■ WHAT THE TASK REQUIRES
Copy every line of the following data that includes the string "Southwest".

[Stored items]

···

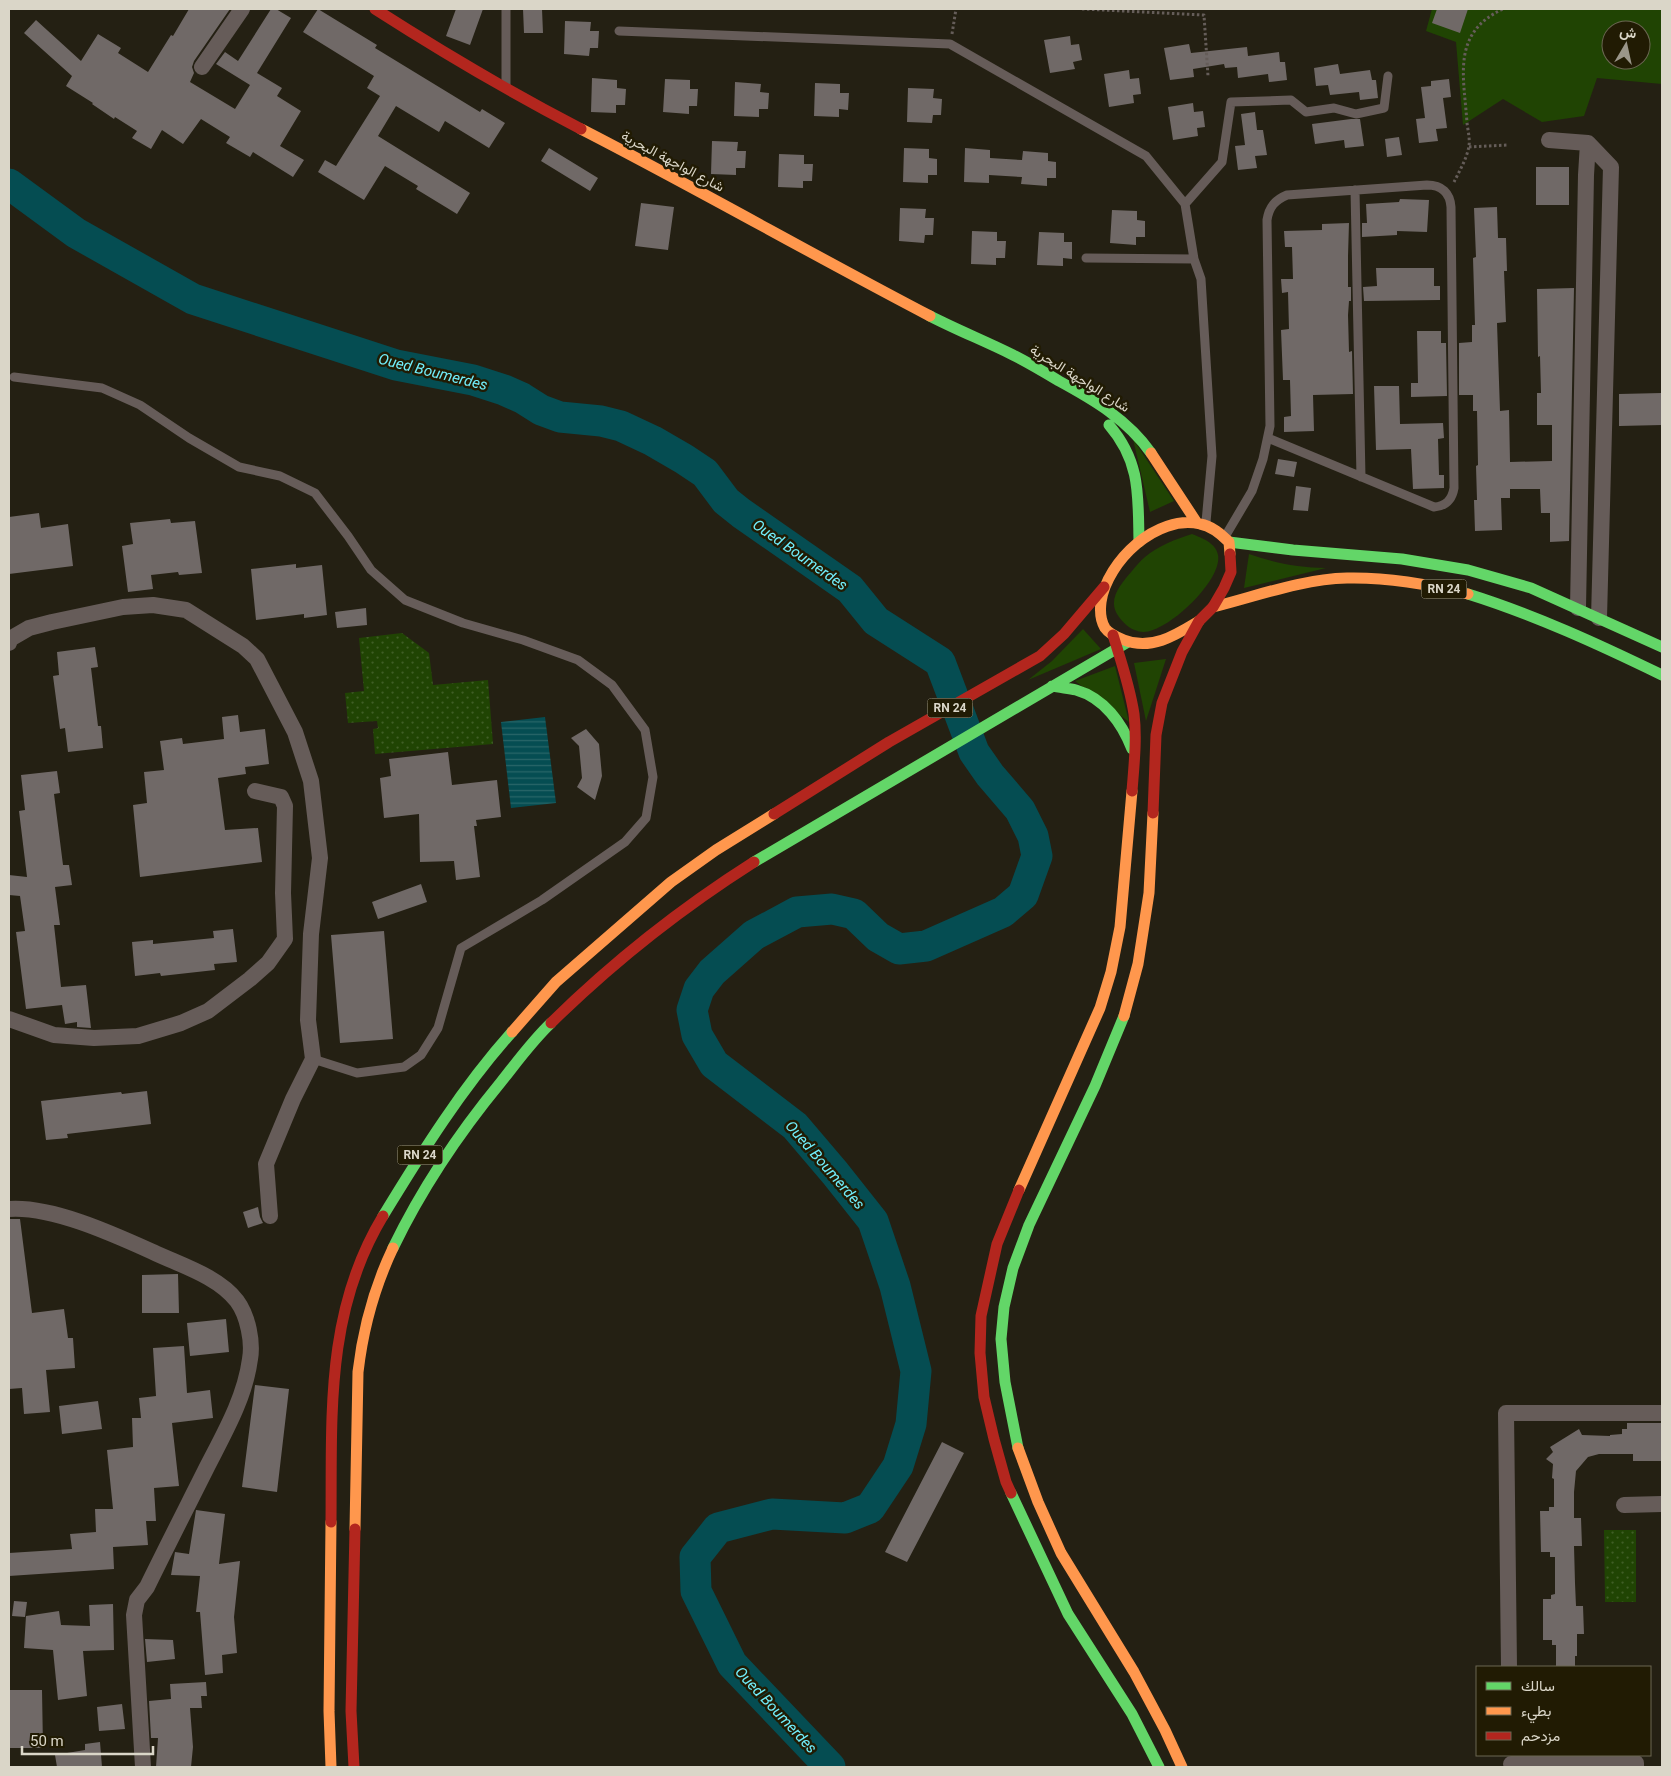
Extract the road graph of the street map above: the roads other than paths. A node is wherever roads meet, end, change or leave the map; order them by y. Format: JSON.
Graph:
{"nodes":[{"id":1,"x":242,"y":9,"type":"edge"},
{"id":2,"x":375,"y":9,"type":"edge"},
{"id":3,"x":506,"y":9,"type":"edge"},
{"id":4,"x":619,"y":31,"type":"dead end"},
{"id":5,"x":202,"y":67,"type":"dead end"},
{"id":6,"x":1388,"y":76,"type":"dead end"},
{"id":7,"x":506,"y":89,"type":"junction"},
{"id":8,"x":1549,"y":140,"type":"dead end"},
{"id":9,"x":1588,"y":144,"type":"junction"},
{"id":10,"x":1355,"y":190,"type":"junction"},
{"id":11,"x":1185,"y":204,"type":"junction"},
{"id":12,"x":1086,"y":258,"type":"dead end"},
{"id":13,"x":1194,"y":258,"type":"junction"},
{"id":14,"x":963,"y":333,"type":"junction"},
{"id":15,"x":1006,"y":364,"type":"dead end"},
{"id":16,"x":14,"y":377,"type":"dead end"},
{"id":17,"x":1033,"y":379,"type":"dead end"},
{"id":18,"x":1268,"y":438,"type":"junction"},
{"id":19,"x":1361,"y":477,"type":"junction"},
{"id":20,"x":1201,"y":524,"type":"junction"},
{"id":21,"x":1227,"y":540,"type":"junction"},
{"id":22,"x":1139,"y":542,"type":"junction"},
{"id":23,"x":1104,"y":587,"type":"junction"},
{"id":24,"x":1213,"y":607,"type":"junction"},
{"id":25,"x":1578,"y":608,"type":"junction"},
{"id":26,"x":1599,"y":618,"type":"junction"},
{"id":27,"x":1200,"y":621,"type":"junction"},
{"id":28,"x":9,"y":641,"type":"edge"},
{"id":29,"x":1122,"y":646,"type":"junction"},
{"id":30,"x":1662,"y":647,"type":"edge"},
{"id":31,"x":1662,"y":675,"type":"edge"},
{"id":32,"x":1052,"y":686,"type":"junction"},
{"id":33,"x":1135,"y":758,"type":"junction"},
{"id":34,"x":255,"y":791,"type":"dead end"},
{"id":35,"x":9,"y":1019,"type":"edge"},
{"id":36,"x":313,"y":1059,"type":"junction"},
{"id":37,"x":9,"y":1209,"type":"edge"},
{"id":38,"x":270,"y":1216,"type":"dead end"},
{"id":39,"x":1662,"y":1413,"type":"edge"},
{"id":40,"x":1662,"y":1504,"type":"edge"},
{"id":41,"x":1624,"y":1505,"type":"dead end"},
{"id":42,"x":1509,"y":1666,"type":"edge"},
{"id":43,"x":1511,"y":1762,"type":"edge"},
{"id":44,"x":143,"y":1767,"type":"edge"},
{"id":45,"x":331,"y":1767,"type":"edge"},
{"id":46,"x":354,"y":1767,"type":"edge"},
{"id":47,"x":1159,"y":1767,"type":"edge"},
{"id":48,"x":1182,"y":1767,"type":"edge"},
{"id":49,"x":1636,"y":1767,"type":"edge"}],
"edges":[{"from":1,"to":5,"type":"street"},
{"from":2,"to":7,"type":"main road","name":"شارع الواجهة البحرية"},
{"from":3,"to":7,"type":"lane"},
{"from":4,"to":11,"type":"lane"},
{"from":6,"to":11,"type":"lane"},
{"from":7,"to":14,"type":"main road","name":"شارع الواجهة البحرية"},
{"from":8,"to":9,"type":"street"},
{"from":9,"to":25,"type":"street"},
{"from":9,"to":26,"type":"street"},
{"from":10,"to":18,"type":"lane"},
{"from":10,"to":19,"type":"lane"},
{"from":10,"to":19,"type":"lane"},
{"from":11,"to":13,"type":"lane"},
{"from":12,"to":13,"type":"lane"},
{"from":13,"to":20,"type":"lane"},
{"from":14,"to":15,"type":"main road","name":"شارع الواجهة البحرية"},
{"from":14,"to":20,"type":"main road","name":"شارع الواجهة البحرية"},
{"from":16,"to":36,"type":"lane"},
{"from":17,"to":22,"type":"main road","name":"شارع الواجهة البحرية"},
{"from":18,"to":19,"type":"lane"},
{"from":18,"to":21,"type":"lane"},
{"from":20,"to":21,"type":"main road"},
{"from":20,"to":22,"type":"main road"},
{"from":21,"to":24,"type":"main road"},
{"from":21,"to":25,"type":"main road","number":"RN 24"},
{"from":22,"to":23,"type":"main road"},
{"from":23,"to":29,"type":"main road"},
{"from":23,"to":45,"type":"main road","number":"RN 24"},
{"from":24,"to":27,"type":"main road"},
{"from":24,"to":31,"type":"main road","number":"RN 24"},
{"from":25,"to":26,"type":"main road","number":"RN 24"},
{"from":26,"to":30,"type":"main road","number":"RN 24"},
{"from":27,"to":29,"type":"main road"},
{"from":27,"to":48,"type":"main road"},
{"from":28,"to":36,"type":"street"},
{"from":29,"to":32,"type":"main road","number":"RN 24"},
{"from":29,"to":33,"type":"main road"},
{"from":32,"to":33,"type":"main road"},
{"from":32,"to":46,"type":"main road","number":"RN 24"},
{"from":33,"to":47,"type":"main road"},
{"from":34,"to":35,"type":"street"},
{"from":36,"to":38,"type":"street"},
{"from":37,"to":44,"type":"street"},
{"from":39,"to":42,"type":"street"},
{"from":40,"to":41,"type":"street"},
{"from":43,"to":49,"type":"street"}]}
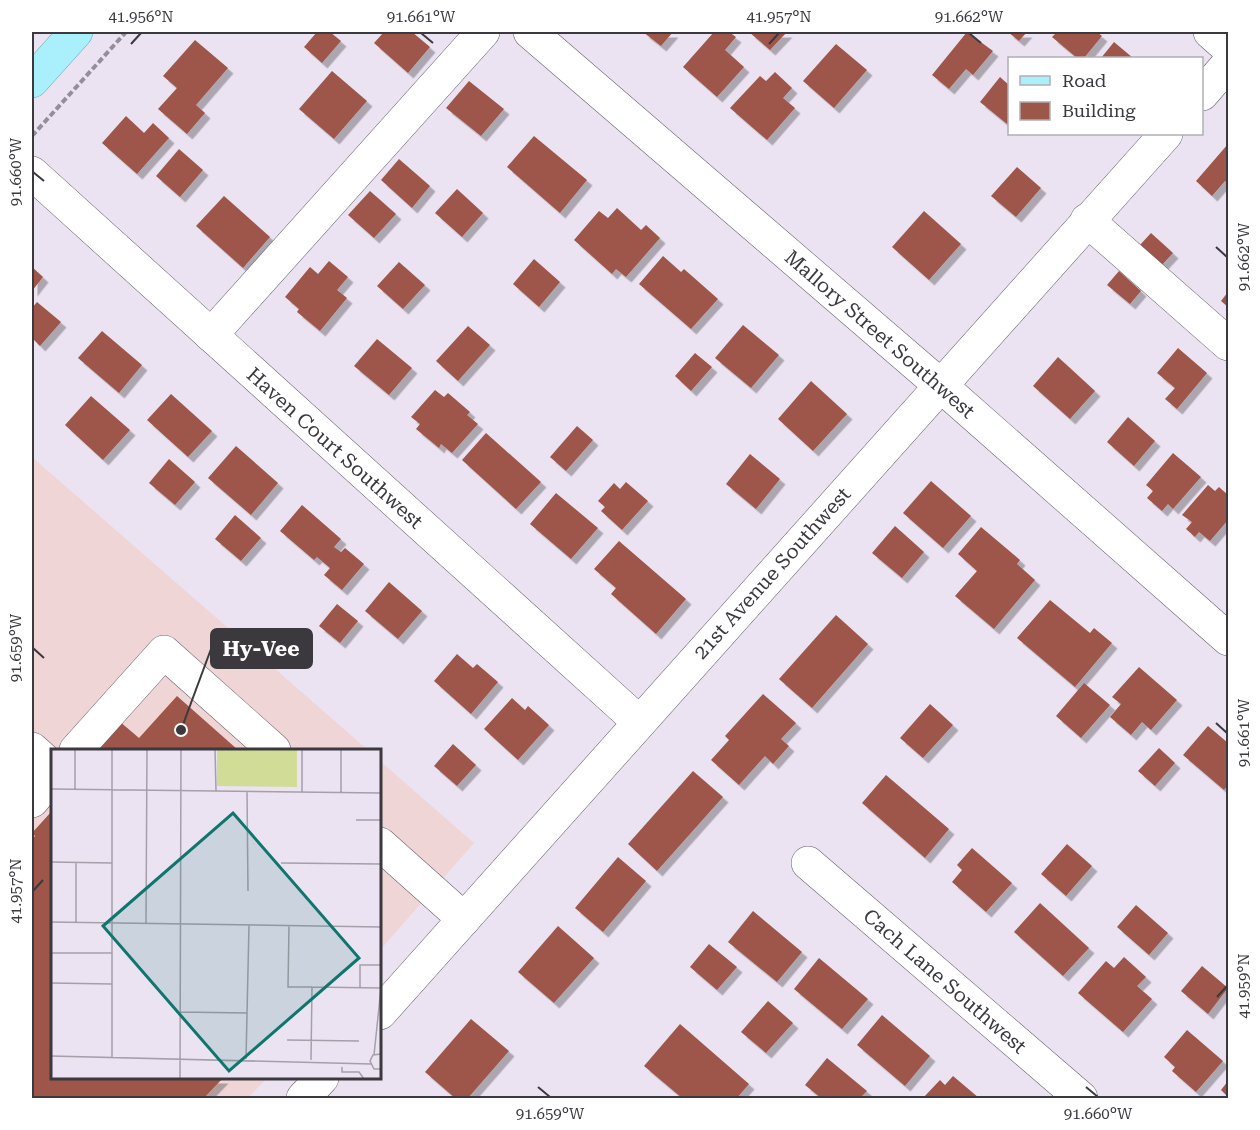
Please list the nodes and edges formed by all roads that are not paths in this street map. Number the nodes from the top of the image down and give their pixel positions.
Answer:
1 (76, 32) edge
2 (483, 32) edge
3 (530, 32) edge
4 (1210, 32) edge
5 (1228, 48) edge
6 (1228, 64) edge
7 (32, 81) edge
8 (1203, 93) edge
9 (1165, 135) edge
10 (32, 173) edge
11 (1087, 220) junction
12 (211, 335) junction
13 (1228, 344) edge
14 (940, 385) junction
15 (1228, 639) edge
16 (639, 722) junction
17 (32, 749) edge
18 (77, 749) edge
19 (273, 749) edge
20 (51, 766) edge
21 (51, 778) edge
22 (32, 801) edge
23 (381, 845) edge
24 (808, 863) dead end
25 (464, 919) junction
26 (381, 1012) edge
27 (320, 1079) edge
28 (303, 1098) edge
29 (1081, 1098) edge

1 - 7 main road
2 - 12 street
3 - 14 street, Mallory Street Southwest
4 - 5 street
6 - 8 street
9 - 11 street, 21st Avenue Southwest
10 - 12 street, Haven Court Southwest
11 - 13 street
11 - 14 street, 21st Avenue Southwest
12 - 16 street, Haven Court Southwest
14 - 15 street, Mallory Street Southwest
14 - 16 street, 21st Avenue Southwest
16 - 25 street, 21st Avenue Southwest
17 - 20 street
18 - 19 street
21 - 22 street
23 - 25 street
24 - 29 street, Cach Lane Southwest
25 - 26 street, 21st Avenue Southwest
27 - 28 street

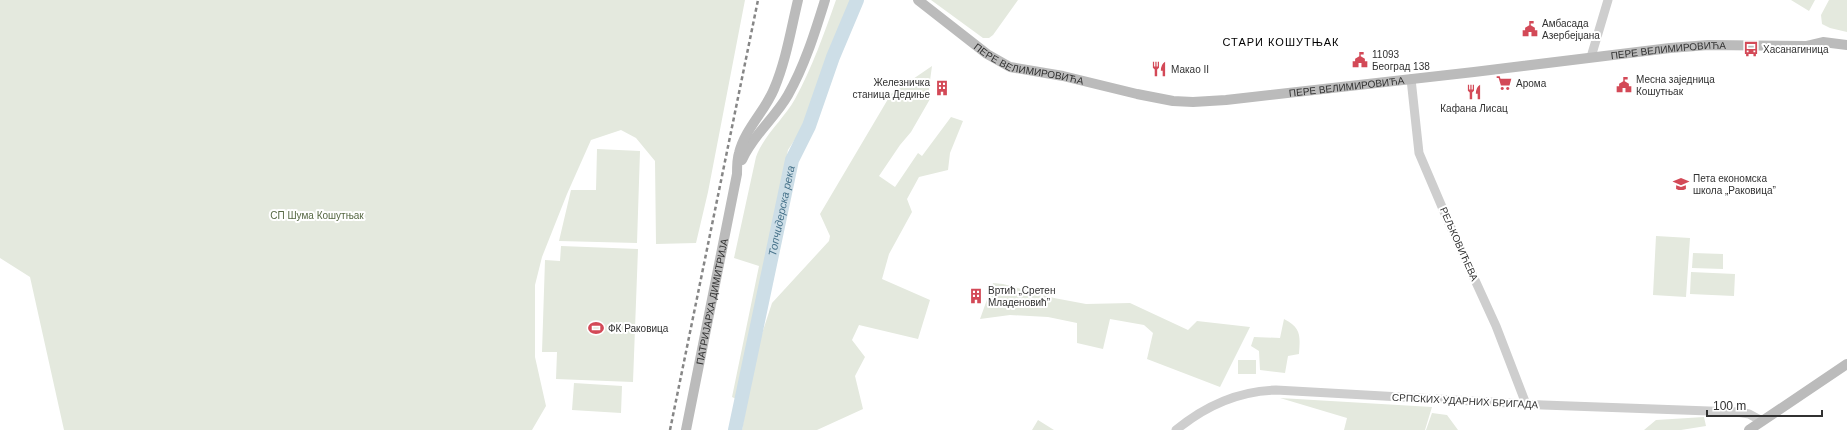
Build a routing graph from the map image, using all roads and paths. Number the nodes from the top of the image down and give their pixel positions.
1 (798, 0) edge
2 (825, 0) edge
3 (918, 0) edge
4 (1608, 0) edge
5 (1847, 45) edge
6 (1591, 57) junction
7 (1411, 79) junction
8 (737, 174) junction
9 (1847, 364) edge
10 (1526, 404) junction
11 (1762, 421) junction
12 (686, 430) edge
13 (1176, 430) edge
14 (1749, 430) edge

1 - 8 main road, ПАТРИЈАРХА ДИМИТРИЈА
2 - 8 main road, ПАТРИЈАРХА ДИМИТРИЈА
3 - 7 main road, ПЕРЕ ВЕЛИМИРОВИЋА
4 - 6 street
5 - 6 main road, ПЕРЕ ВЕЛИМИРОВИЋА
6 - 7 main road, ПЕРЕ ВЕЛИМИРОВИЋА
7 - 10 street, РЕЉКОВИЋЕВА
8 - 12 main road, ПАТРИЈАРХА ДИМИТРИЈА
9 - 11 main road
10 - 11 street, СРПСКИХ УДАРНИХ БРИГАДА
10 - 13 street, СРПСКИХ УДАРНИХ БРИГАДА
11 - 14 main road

···

■ EXERCISE OUTPUT
3 - 14 street, Mallory Street Southwest
9 - 11 street, 21st Avenue Southwest
10 - 12 street, Haven Court Southwest
11 - 14 street, 21st Avenue Southwest
12 - 16 street, Haven Court Southwest
14 - 15 street, Mallory Street Southwest
14 - 16 street, 21st Avenue Southwest
16 - 25 street, 21st Avenue Southwest
24 - 29 street, Cach Lane Southwest
25 - 26 street, 21st Avenue Southwest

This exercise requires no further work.